Task details —
Count the lines in the records below that contain the word "Extension", and give only that number.

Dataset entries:
BEGIN
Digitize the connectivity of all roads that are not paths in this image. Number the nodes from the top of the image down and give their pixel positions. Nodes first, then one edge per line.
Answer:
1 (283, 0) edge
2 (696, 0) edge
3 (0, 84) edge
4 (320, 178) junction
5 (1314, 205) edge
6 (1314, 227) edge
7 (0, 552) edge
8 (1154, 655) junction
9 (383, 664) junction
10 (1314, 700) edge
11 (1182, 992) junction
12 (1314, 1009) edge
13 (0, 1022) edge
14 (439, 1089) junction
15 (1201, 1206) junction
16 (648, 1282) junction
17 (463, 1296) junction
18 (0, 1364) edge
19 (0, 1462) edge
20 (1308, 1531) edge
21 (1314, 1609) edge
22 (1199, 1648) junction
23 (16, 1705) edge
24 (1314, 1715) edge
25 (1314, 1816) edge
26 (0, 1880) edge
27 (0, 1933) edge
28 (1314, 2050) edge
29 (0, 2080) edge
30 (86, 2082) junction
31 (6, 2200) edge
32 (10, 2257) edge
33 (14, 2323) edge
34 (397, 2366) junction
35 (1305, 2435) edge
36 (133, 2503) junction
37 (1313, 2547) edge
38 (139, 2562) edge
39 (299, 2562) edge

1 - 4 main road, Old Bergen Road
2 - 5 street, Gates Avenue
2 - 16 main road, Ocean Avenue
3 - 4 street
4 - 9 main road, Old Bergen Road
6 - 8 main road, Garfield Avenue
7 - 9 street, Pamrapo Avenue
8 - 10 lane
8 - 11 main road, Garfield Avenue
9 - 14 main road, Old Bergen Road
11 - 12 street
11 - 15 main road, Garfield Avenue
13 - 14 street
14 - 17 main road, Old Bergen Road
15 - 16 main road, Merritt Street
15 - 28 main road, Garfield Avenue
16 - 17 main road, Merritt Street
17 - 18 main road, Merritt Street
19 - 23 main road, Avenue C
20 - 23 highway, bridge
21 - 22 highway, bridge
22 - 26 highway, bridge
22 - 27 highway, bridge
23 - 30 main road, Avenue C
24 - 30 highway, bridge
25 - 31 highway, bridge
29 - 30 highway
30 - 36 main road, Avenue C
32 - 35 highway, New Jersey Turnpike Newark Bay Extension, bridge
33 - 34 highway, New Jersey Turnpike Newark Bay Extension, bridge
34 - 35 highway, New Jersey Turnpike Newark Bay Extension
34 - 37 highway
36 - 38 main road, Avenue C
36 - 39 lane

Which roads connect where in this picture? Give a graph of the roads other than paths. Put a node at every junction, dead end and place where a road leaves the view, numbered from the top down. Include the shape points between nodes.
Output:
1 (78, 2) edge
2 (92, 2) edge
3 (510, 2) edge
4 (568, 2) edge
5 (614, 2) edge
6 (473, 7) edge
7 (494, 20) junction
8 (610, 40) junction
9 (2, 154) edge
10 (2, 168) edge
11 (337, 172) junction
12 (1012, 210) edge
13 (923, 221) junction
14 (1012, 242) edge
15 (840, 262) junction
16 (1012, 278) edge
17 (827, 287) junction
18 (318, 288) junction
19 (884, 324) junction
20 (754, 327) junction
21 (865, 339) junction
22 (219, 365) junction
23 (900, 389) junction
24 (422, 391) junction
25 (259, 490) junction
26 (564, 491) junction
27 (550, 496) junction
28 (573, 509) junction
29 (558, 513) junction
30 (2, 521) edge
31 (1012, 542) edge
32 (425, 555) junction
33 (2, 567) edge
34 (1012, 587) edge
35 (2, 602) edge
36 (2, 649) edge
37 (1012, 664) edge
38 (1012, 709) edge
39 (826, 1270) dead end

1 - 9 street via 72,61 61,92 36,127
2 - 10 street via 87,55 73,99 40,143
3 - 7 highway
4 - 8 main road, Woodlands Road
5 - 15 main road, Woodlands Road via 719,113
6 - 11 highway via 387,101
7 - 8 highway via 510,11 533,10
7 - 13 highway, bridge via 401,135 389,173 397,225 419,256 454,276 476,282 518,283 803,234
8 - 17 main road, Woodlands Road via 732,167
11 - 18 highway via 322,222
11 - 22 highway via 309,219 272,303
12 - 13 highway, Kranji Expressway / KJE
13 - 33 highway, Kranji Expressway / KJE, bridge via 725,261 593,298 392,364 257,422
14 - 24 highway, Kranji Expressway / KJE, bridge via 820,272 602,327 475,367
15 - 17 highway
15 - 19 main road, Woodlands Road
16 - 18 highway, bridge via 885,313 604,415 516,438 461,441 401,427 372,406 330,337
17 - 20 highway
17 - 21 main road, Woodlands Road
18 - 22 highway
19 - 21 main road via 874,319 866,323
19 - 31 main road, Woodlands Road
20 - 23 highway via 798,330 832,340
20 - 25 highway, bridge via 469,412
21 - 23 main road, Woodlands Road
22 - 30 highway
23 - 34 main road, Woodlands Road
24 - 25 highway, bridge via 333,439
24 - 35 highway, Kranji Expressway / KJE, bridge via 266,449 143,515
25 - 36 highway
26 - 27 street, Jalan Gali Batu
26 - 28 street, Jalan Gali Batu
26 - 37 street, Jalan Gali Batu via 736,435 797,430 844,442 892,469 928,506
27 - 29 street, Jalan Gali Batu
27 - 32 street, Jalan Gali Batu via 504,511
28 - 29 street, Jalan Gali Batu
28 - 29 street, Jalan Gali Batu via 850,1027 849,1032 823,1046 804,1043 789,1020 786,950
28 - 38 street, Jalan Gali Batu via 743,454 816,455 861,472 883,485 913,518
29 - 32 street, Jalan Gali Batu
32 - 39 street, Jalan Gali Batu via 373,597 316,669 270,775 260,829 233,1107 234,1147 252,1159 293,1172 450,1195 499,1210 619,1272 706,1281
END
Solved problem —
3